Reflecting on their inexperience, Jones says, “It ended up working for us. A lot of people have been in bands since they were 15 so they’re jaded; we’re wide eyed and fresh and completely green at this being a profession.”
In addition to rigorous touring (America all the time, Mexico and Canada whenever possible), a unique origin and outlook has helped The Coathangers reach their current position. Their sound has matured from a barrage of post-riot-grrl squawks to something more coherent that playfully incorporates elements of lo-fi garage, syncopated vocal chants, and New Wave-inspired keyboard parts.
They have released two full lengths and are currently in the process of writing a third, their second for Suicide Squeeze. “This is our real record,” says Luke; “we’re doing pre-production and really taking our time.”
Inspired by the focus and meticulousness of many of their former tour mates, the band is in a much more self-aware and constructively critical mode. Says Jones, “We don’t want to rush. We’ve evolved since the last record.”
They have evolved in their technical abilities, a well as in other ways unique to a unit that was a group before it was a band. The instrument swapping has lessened in their current incarnation, but the reasoning behind it and lessons learned from it play a large role in how they interact with each other and how they process writing and performing. Themes of respect and empathy often come up. “It’s good to know how people feel when they’re playing, how they actually physically feel. When everyone experiences that, it helps keep us a democracy,” says Luke.

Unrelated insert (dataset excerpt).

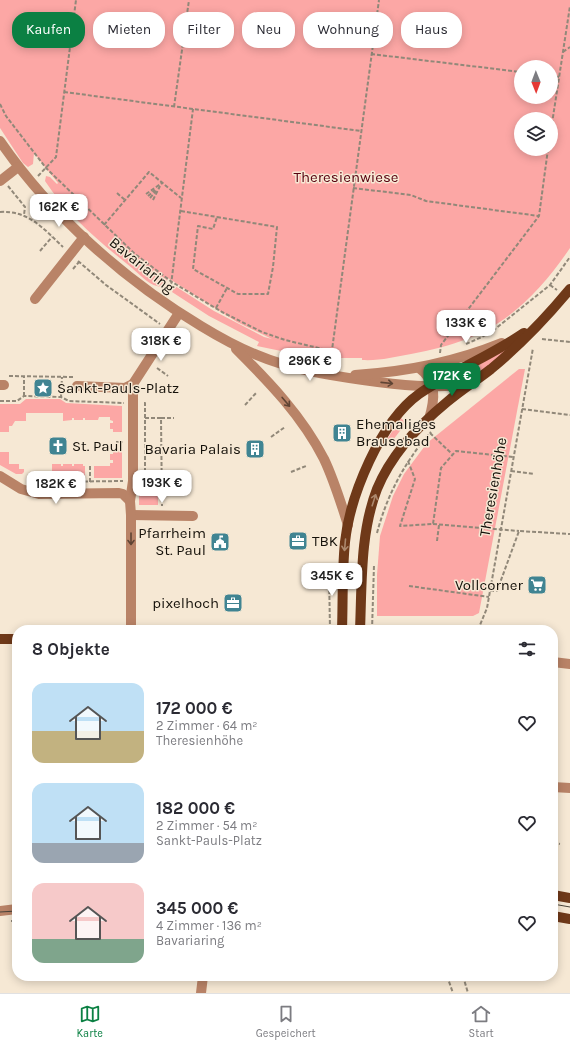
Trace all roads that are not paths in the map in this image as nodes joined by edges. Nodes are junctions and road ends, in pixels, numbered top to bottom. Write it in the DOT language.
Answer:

All four share vocal and songwriting duties, furthering the deviation from typical internal band mechanics. The goal of the songwriting is often to amuse each other and challenge each other in a process that’s not competitive, but collaborative. Humor still plays a key role, but it’s more of a means to an end at this point, a method rather than the goal, as they tackle new musical challenges. “We might not say it in a serious way, but it is serious to us,” says Luke.
Along with a tour centered around shows in Austin, the group has a remix 7” featuring Dan Deacon and Judi Chicago slated for release this year. After a spring run with the Thermals, they will hunker down and ratchet up the intensity on writing and preparing for the studio, continuing their evolution.
Says Luke, “The goal is to write a really epic record that we really love.” If past endeavors are any indication, The Coathangers will have no problem epically slaying it on this one.